Page v. State

Decision Date30 November 1908
Citation114 S.W. 248,88 Ark. 237
PartiesPAGE v. STATE
CourtArkansas Supreme Court

Appeal from Garland Circuit Court; W. H. Evans, Judge; reversed.

Judgment reversed and cause remanded.

Wood & Henderson and A. J. Murphy, for appellant.

1. A hatchet is not necessarily a deadly weapon. 16 S.W. 257.

2. The State must prove the assault with a deadly weapon with the intent to inflict bodily injury, etc. Kirby's Digest § 1583.

3. The court allowed incompetent, improper and prejudicial testimony to go to the jury without even rebuke.

4. It was error to refuse the charge that the fact that defendant was a negro and the prosecuting witness a white man should have no effect in determining the guilt or innocence of defendant.

William F. Kirby, Attorney General; Daniel Taylor, Assistant, for appellee.

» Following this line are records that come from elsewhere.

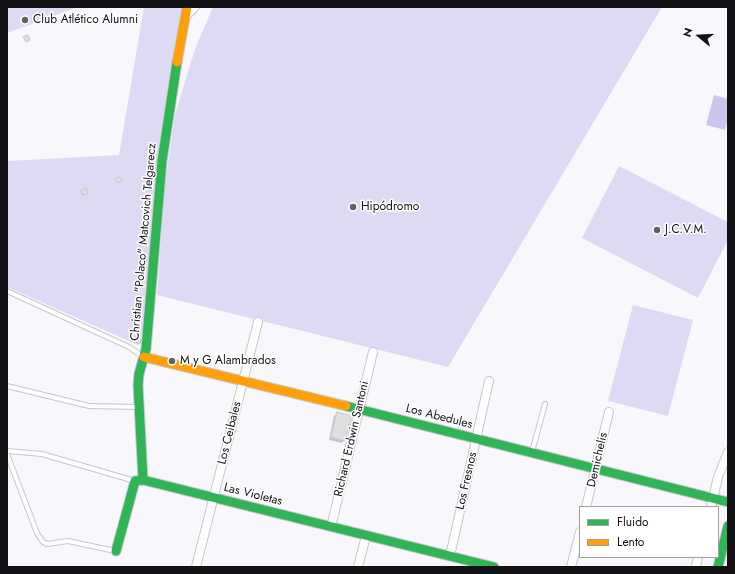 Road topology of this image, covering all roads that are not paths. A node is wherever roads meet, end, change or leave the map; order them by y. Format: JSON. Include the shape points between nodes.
{"nodes":[{"id":1,"x":187,"y":7,"type":"edge"},
{"id":2,"x":195,"y":7,"type":"edge"},
{"id":3,"x":185,"y":16,"type":"junction"},
{"id":4,"x":7,"y":291,"type":"edge"},
{"id":5,"x":258,"y":322,"type":"dead end"},
{"id":6,"x":373,"y":352,"type":"dead end"},
{"id":7,"x":144,"y":357,"type":"junction"},
{"id":8,"x":242,"y":381,"type":"junction"},
{"id":9,"x":489,"y":381,"type":"dead end"},
{"id":10,"x":7,"y":386,"type":"edge"},
{"id":11,"x":545,"y":404,"type":"dead end"},
{"id":12,"x":139,"y":407,"type":"junction"},
{"id":13,"x":359,"y":409,"type":"junction"},
{"id":14,"x":609,"y":412,"type":"dead end"},
{"id":15,"x":476,"y":439,"type":"junction"},
{"id":16,"x":728,"y":452,"type":"edge"},
{"id":17,"x":7,"y":453,"type":"edge"},
{"id":18,"x":532,"y":453,"type":"junction"},
{"id":19,"x":596,"y":468,"type":"junction"},
{"id":20,"x":139,"y":481,"type":"junction"},
{"id":21,"x":214,"y":498,"type":"junction"},
{"id":22,"x":712,"y":502,"type":"edge"},
{"id":23,"x":728,"y":502,"type":"edge"},
{"id":24,"x":586,"y":506,"type":"edge"},
{"id":25,"x":728,"y":526,"type":"edge"},
{"id":26,"x":331,"y":527,"type":"junction"},
{"id":27,"x":366,"y":536,"type":"junction"},
{"id":28,"x":579,"y":536,"type":"edge"},
{"id":29,"x":116,"y":551,"type":"joint"},
{"id":30,"x":450,"y":556,"type":"junction"},
{"id":31,"x":196,"y":567,"type":"edge"},
{"id":32,"x":358,"y":567,"type":"edge"},
{"id":33,"x":494,"y":567,"type":"edge"},
{"id":34,"x":571,"y":567,"type":"edge"},
{"id":35,"x":718,"y":567,"type":"edge"}],
"edges":[{"from":1,"to":3,"type":"main road","name":"Christian \"Polaco\" Matcovich Telgarecz"},
{"from":2,"to":3,"type":"street"},
{"from":3,"to":7,"type":"main road","name":"Christian \"Polaco\" Matcovich Telgarecz","via":[[162,160]]},
{"from":4,"to":7,"type":"lane","via":[[129,347]]},
{"from":5,"to":8,"type":"street","name":"Los Ceibales"},
{"from":6,"to":13,"type":"street","name":"Richard Erdwin Santoni"},
{"from":7,"to":8,"type":"main road","name":"Los Abedules"},
{"from":7,"to":12,"type":"main road","name":"Christian \"Polaco\" Matcovich Telgarecz","via":[[139,374]]},
{"from":8,"to":13,"type":"main road","name":"Los Abedules"},
{"from":8,"to":21,"type":"street","name":"Los Ceibales"},
{"from":9,"to":15,"type":"street","name":"Los Fresnos"},
{"from":10,"to":12,"type":"lane","via":[[89,406]]},
{"from":11,"to":18,"type":"lane"},
{"from":12,"to":20,"type":"main road","name":"Christian \"Polaco\" Matcovich Telgarecz"},
{"from":13,"to":15,"type":"main road","name":"Los Abedules"},
{"from":13,"to":26,"type":"street","name":"Richard Erdwin Santoni"},
{"from":14,"to":19,"type":"street","name":"Demichelis"},
{"from":15,"to":18,"type":"main road","name":"Los Abedules"},
{"from":15,"to":30,"type":"street","name":"Los Fresnos"},
{"from":16,"to":22,"type":"street"},
{"from":17,"to":20,"type":"lane","name":"Las Violetas","via":[[42,454]]},
{"from":17,"to":29,"type":"lane","via":[[37,533],[43,542],[47,544],[68,541]]},
{"from":18,"to":19,"type":"main road","name":"Los Abedules"},
{"from":19,"to":22,"type":"main road","name":"Los Abedules"},
{"from":19,"to":24,"type":"street","name":"Demichelis"},
{"from":20,"to":21,"type":"main road","name":"Las Violetas"},
{"from":20,"to":29,"type":"main road","name":"Christian \"Polaco\" Matcovich Telgarecz"},
{"from":21,"to":26,"type":"main road","name":"Las Violetas"},
{"from":21,"to":31,"type":"street","name":"Los Ceibales"},
{"from":22,"to":23,"type":"main road","name":"Los Abedules"},
{"from":25,"to":35,"type":"main road"},
{"from":26,"to":27,"type":"main road","name":"Las Violetas"},
{"from":27,"to":30,"type":"main road","name":"Las Violetas"},
{"from":27,"to":32,"type":"street"},
{"from":28,"to":34,"type":"street"},
{"from":30,"to":33,"type":"main road","name":"Las Violetas"}]} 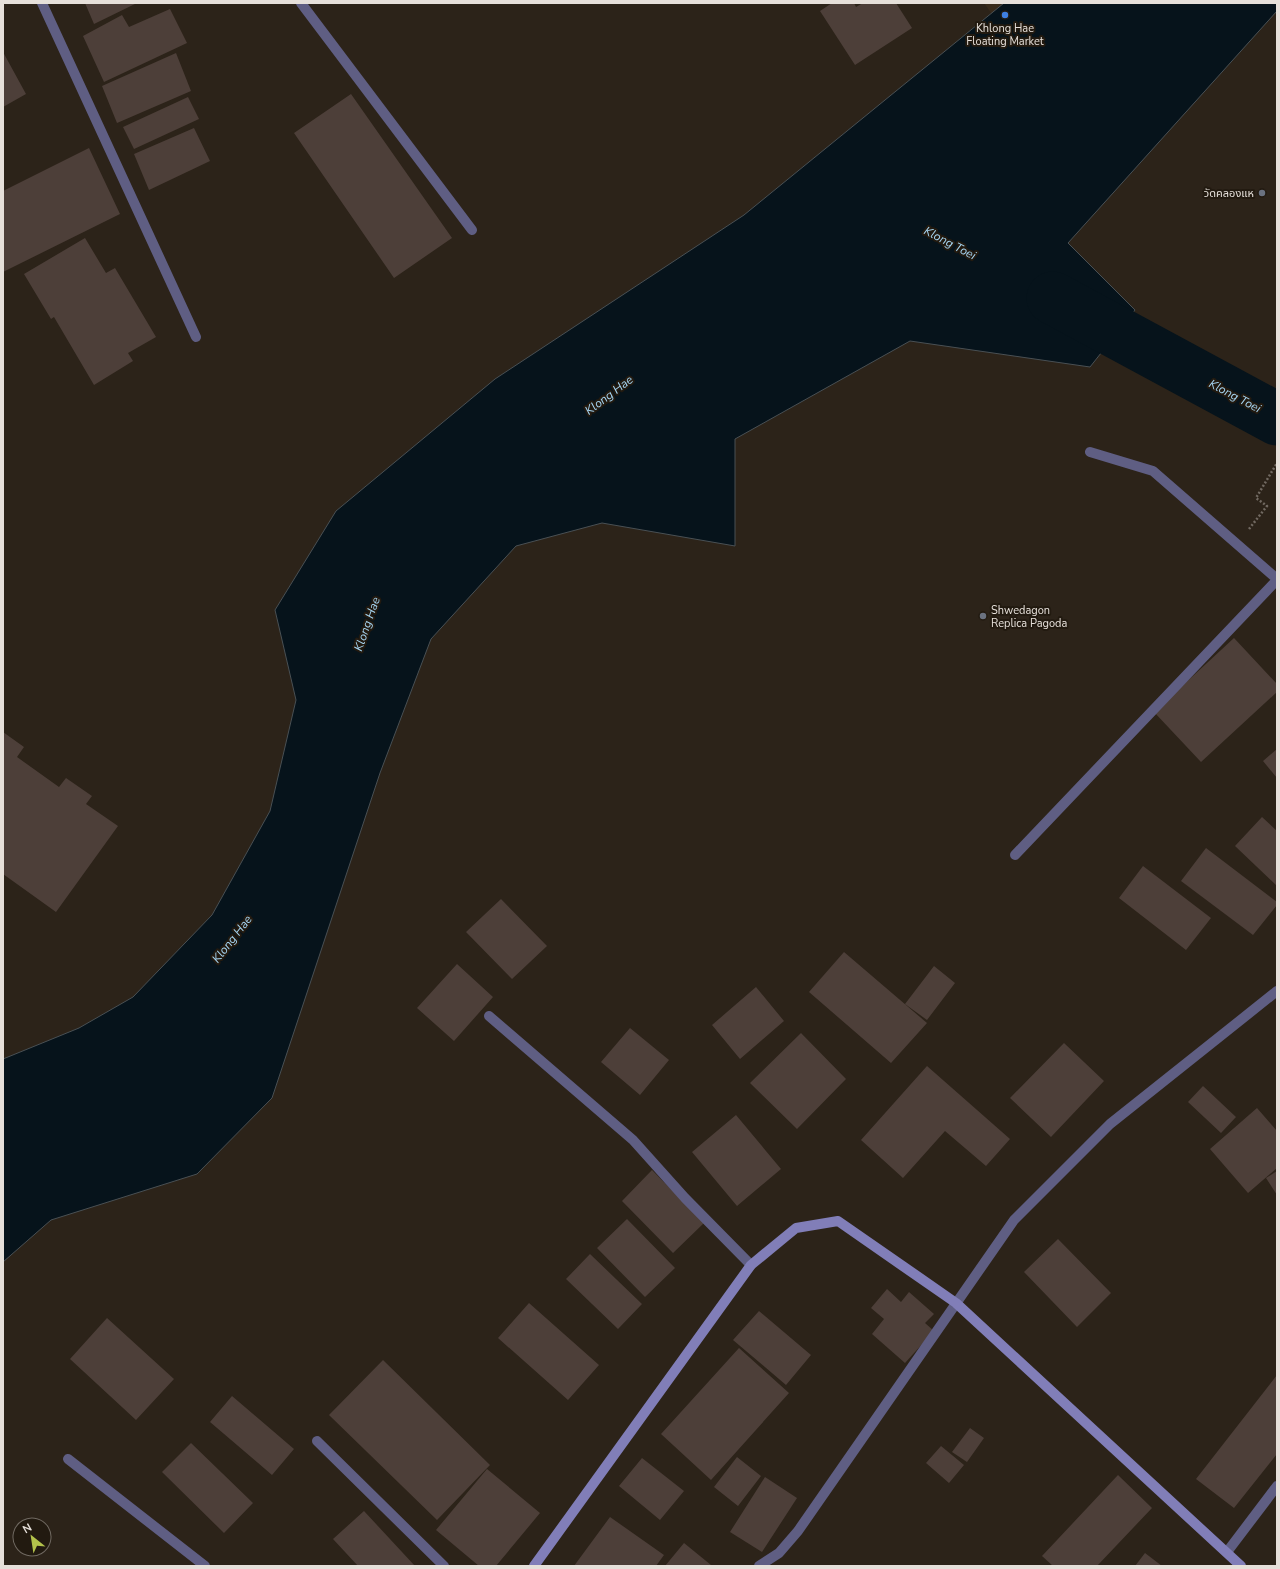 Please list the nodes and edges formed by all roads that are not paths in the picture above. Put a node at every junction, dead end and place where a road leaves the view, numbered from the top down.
1 (42, 3) edge
2 (301, 3) edge
3 (472, 230) dead end
4 (196, 337) dead end
5 (1090, 452) dead end
6 (1277, 580) edge
7 (1015, 855) dead end
8 (1277, 991) edge
9 (489, 1016) dead end
10 (751, 1265) junction
11 (956, 1303) junction
12 (317, 1441) dead end
13 (68, 1459) dead end
14 (1277, 1486) edge
15 (1227, 1552) junction
16 (205, 1566) edge
17 (444, 1566) edge
18 (534, 1566) edge
19 (759, 1566) edge
20 (1241, 1566) edge

1 - 4 street
2 - 3 street
5 - 6 street
6 - 7 street
8 - 11 street
9 - 10 street
10 - 11 street
10 - 18 street
11 - 15 street
11 - 19 street
12 - 17 street
13 - 16 street
14 - 15 street
15 - 20 street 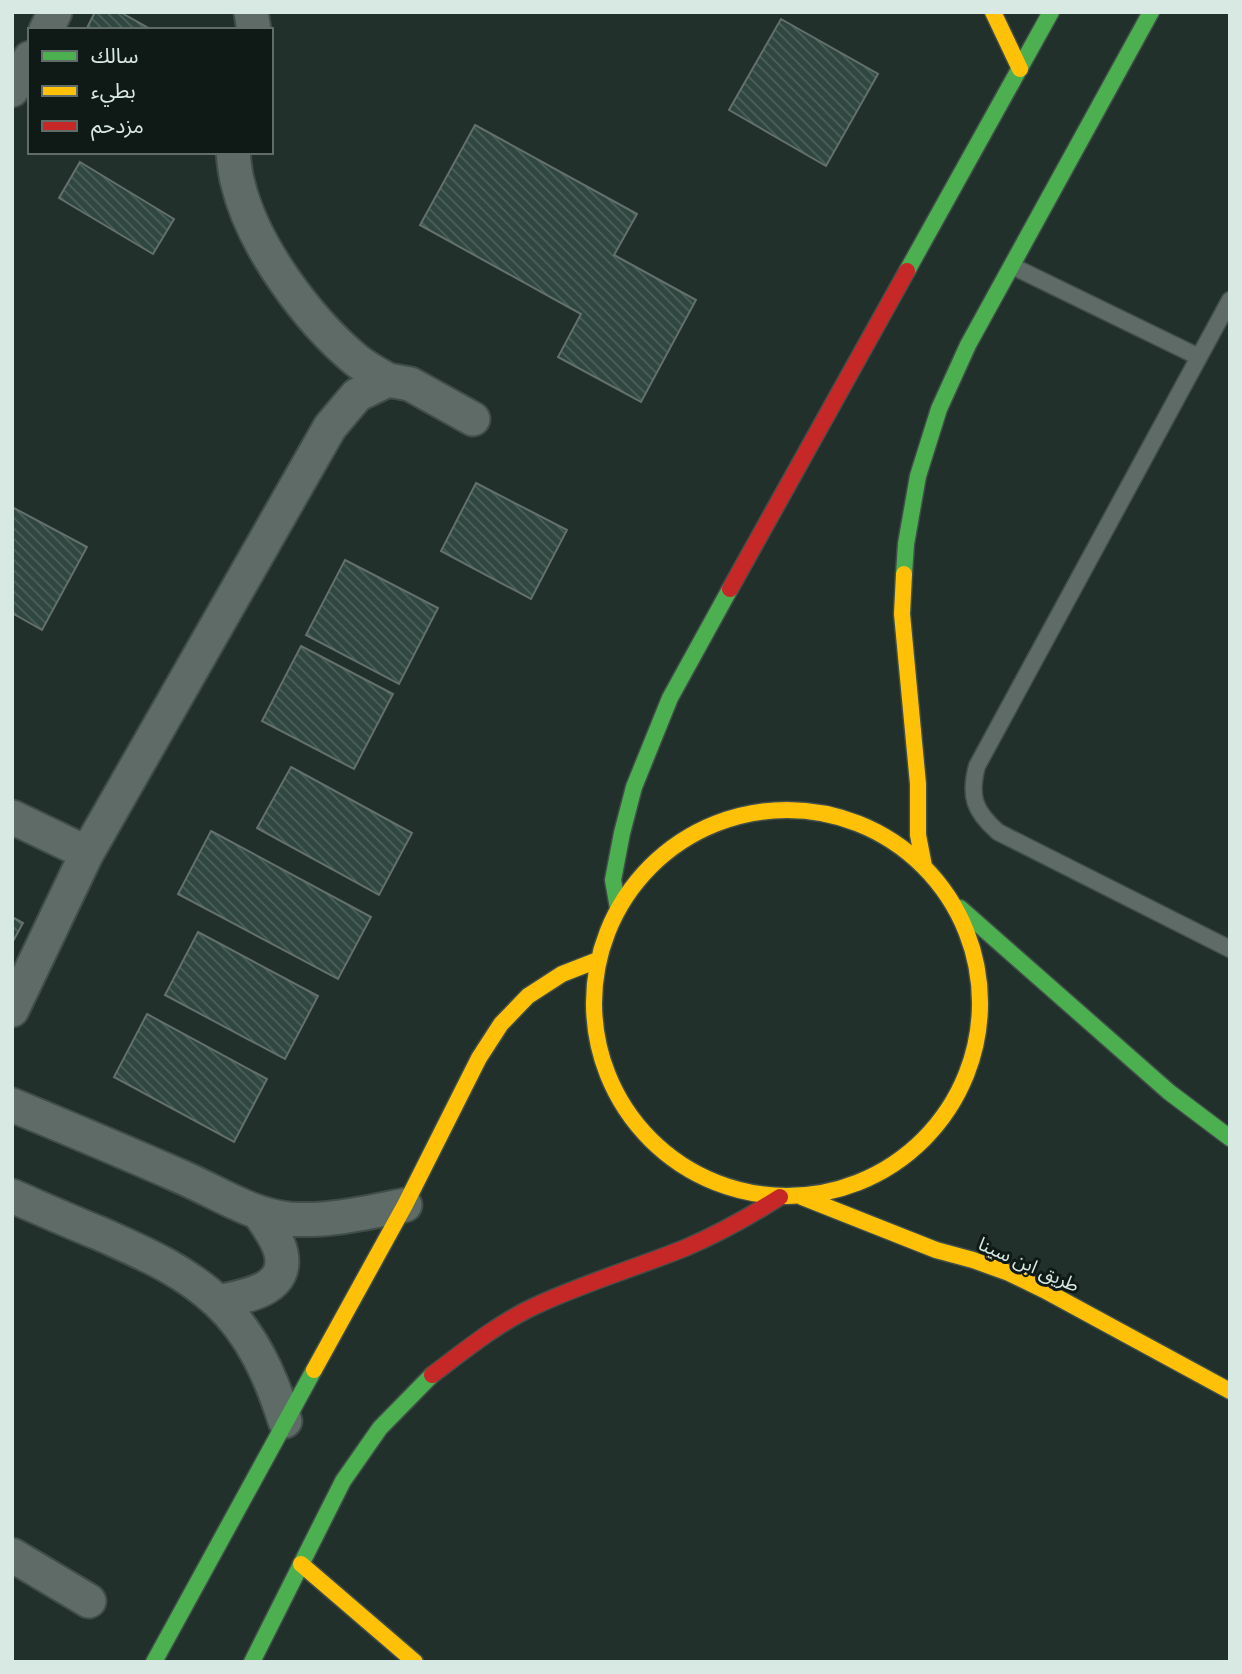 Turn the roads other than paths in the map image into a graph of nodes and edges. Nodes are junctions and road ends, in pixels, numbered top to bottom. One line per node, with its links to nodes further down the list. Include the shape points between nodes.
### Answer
1 (55, 12): 5 (street)
2 (993, 12): 7 (main road)
3 (1051, 12): 7 (main road)
4 (1151, 12): 10 (main road)
5 (47, 28)
6 (28, 62): 8 (street)
7 (1020, 69): 19 (main road, via 670,698 650,742 622,833 613,880)
8 (12, 90)
9 (233, 154): 13 (street, via 238,185 271,261 328,333 357,361)
10 (1012, 266): 12 (lane); 17 (main road, via 939,409 918,476 906,544 902,614)
11 (1230, 300): 12 (lane)
12 (1199, 357): 20 (lane, via 977,766 973,796 986,822 998,832)
13 (388, 380): 14 (street, via 410,384); 16 (street, via 357,395 330,427)
14 (473, 419)
15 (12, 817): 16 (street)
16 (88, 853): 22 (street)
17 (924, 866): 18 (main road); 19 (main road, via 889,838 848,818 804,809 760,810 716,821 677,842 644,872)
18 (952, 901): 24 (main road, via 1169,1092); 27 (main road, via 975,953 981,1009 971,1066 946,1116 906,1157 857,1185)
19 (618, 908): 21 (main road)
20 (1230, 949)
21 (598, 960): 26 (main road, via 594,1008 601,1056 620,1101 650,1139 688,1169 732,1189); 28 (main road, via 562,974 528,996 500,1024)
22 (12, 1010)
23 (12, 1105): 29 (street)
24 (1230, 1138)
25 (12, 1196): 30 (street, via 155,1258)
26 (780, 1197): 27 (main road); 34 (main road, via 719,1233 532,1307 476,1341 425,1381 380,1428 343,1481)
27 (802, 1197): 31 (main road, طريق ابن سينا, via 936,1250 1009,1273)
28 (405, 1205): 29 (street, via 315,1220); 32 (main road)
29 (259, 1213): 30 (street, via 281,1252 277,1278 255,1293)
30 (218, 1302): 32 (street, via 261,1360)
31 (1230, 1391)
32 (285, 1421): 37 (main road)
33 (12, 1555): 35 (street)
34 (300, 1564): 36 (main road); 38 (main road)
35 (89, 1601)
36 (259, 1658)
37 (154, 1662)
38 (415, 1662)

Suggest error in this: (1) incompetent and prejudicial testimony was admitted; (2) in refusing to instruct the jury that defendant being a negro and prosecuting witness a white man, should have no effect in determining guilt or innocence. 67 Ark 606; 16 Ill. 17.

OPINION

HILL C. J.

The grand jury of Garland County indicted J. D. Page for an assault with a deadly weapon committed upon J. H. Scroggins. He was convicted, and has appealed. Page is a negro lawyer, and Scroggins is a white lawyer, and each is a notary public. They had offices in the same building, and for many years exchanged professional favors and services. Scroggins gave Page an affidavit which he had drawn, and which he desired signed and sworn to by Dr. Hornor, and requested Page to take the affidavit as a notary public. Scroggins thereafter asked him for it several times, and Page told him that he had lost or misplaced it, but would continue to look for it and render the requested service. Finally, on the 25th of September, 1907, Scroggins went into Page's office and again demanded the affidavit. Page again told him he had lost or misplaced it, but would continue to look for it. Scroggins told him he did not believe he had lost it, but that he thought he had stolen it; and unless he produced it he would have him before the court for it.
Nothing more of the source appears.